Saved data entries
==============================

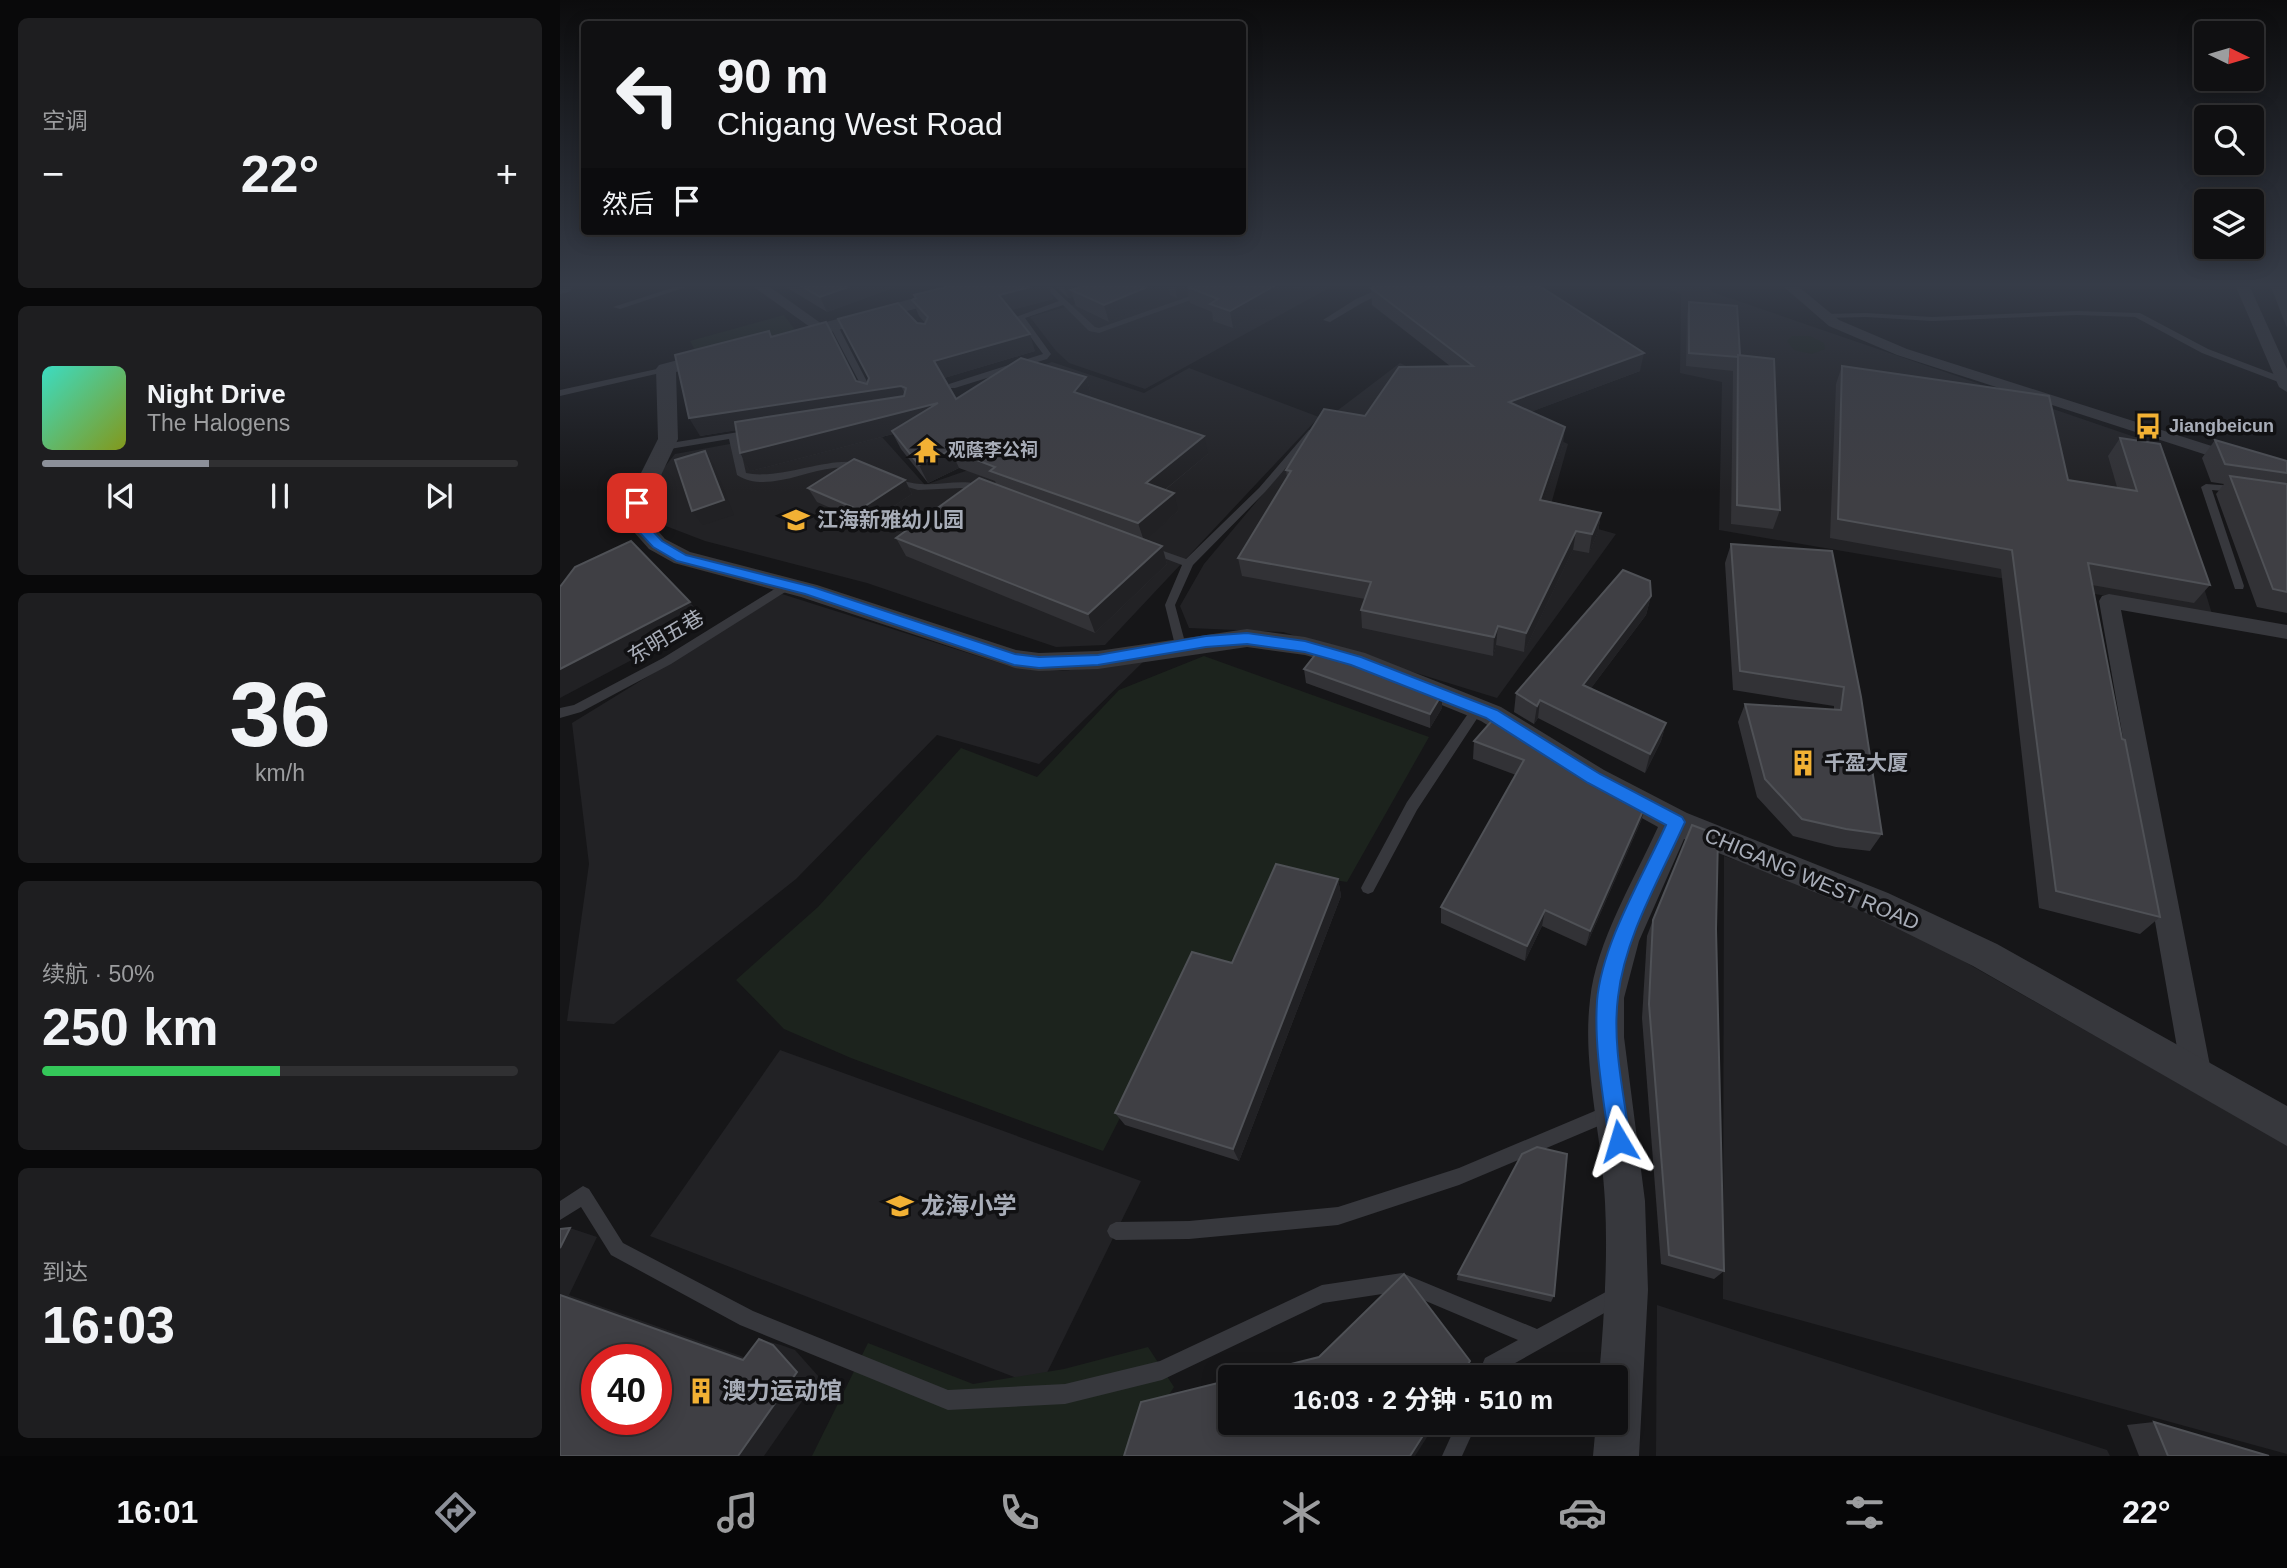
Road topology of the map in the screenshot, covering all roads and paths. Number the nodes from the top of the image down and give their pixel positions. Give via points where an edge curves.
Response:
1 (722, 355) edge
2 (845, 355) edge
3 (1046, 355) edge
4 (1914, 355) edge
5 (2215, 355) edge
6 (2273, 355) edge
7 (666, 369) junction
8 (2286, 384) edge
9 (952, 386) edge
10 (560, 393) edge
11 (871, 397) edge
12 (1313, 431) edge
13 (747, 434) edge
14 (733, 436) junction
15 (664, 447) junction
16 (2287, 476) edge
17 (2247, 491) edge
18 (993, 492) edge
19 (1136, 544) edge
20 (1188, 563) junction
21 (786, 586) junction
22 (2239, 586) dead end
23 (2287, 632) edge
24 (1180, 646) junction
25 (1478, 708) junction
26 (560, 713) edge
27 (1676, 822) junction
28 (1368, 888) dead end
29 (2197, 1076) junction
30 (1616, 1110) junction
31 (2287, 1127) edge
32 (560, 1211) edge
33 (1116, 1231) dead end
34 (1627, 1290) junction
35 (1538, 1339) junction
36 (1492, 1365) edge
37 (1462, 1435) edge
38 (1452, 1456) edge
39 (1616, 1456) edge

1 - 7 street
2 - 11 lane
3 - 9 lane
4 - 16 street
5 - 8 lane
6 - 8 street
7 - 10 lane
7 - 15 street, CHIGANG WEST ROAD via 669,410
12 - 20 lane via 1262,490
13 - 14 lane
14 - 15 lane
14 - 18 lane via 742,475 752,479 842,464 875,471 910,488 967,483
15 - 21 street, CHIGANG WEST ROAD via 640,494 637,512 641,526 657,544 682,558
17 - 22 lane via 2206,487
19 - 20 lane
20 - 24 lane via 1170,605
21 - 24 street, CHIGANG WEST ROAD via 1014,659 1098,660
21 - 26 lane, 东明五巷 via 667,660 577,709
23 - 29 street via 2109,601
24 - 25 street, CHIGANG WEST ROAD via 1247,638 1305,646 1356,660
25 - 27 street, CHIGANG WEST ROAD
25 - 28 lane via 1412,806
27 - 29 street, CHIGANG WEST ROAD via 1877,903 1973,949
27 - 30 street via 1642,895 1607,998 1606,1037
29 - 31 street, CHIGANG WEST ROAD
30 - 33 lane via 1459,1176 1338,1216 1189,1230
30 - 34 street
32 - 35 lane via 583,1195 617,1249 747,1318 948,1400 1065,1394 1162,1370 1322,1294 1402,1282
34 - 35 lane
34 - 39 street
35 - 36 lane
37 - 38 lane

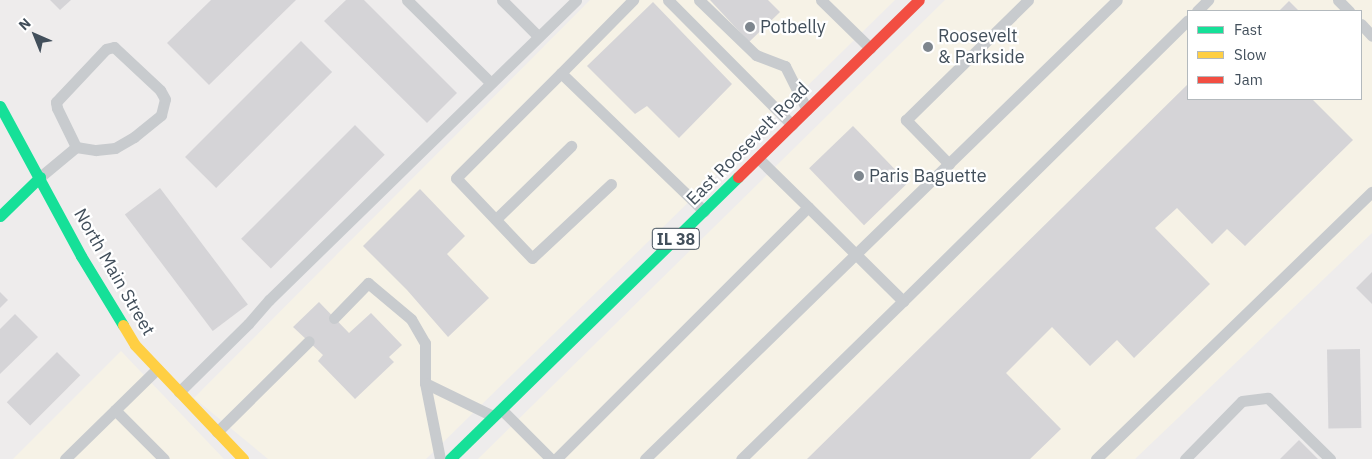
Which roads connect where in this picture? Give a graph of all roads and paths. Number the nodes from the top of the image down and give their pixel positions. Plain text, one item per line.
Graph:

==============================

→ WHAT YOU NEED TO DO
What belongs in the answer is each line above, reproduced exactly, and no picture.

→ EXERCISE RESPONSE
Road topology of the map in the screenshot, covering all roads and paths. Number the nodes from the top of the image down and give their pixel positions. Give via points where an edge curves.
Response:
1 (722, 355) edge
2 (845, 355) edge
3 (1046, 355) edge
4 (1914, 355) edge
5 (2215, 355) edge
6 (2273, 355) edge
7 (666, 369) junction
8 (2286, 384) edge
9 (952, 386) edge
10 (560, 393) edge
11 (871, 397) edge
12 (1313, 431) edge
13 (747, 434) edge
14 (733, 436) junction
15 (664, 447) junction
16 (2287, 476) edge
17 (2247, 491) edge
18 (993, 492) edge
19 (1136, 544) edge
20 (1188, 563) junction
21 (786, 586) junction
22 (2239, 586) dead end
23 (2287, 632) edge
24 (1180, 646) junction
25 (1478, 708) junction
26 (560, 713) edge
27 (1676, 822) junction
28 (1368, 888) dead end
29 (2197, 1076) junction
30 (1616, 1110) junction
31 (2287, 1127) edge
32 (560, 1211) edge
33 (1116, 1231) dead end
34 (1627, 1290) junction
35 (1538, 1339) junction
36 (1492, 1365) edge
37 (1462, 1435) edge
38 (1452, 1456) edge
39 (1616, 1456) edge

1 - 7 street
2 - 11 lane
3 - 9 lane
4 - 16 street
5 - 8 lane
6 - 8 street
7 - 10 lane
7 - 15 street, CHIGANG WEST ROAD via 669,410
12 - 20 lane via 1262,490
13 - 14 lane
14 - 15 lane
14 - 18 lane via 742,475 752,479 842,464 875,471 910,488 967,483
15 - 21 street, CHIGANG WEST ROAD via 640,494 637,512 641,526 657,544 682,558
17 - 22 lane via 2206,487
19 - 20 lane
20 - 24 lane via 1170,605
21 - 24 street, CHIGANG WEST ROAD via 1014,659 1098,660
21 - 26 lane, 东明五巷 via 667,660 577,709
23 - 29 street via 2109,601
24 - 25 street, CHIGANG WEST ROAD via 1247,638 1305,646 1356,660
25 - 27 street, CHIGANG WEST ROAD
25 - 28 lane via 1412,806
27 - 29 street, CHIGANG WEST ROAD via 1877,903 1973,949
27 - 30 street via 1642,895 1607,998 1606,1037
29 - 31 street, CHIGANG WEST ROAD
30 - 33 lane via 1459,1176 1338,1216 1189,1230
30 - 34 street
32 - 35 lane via 583,1195 617,1249 747,1318 948,1400 1065,1394 1162,1370 1322,1294 1402,1282
34 - 35 lane
34 - 39 street
35 - 36 lane
37 - 38 lane

Which roads connect where in this picture? Give a graph of all roads and paths. Number the nodes from the top of the image down and give their pixel positions. Plain text, one item per line.
Graph:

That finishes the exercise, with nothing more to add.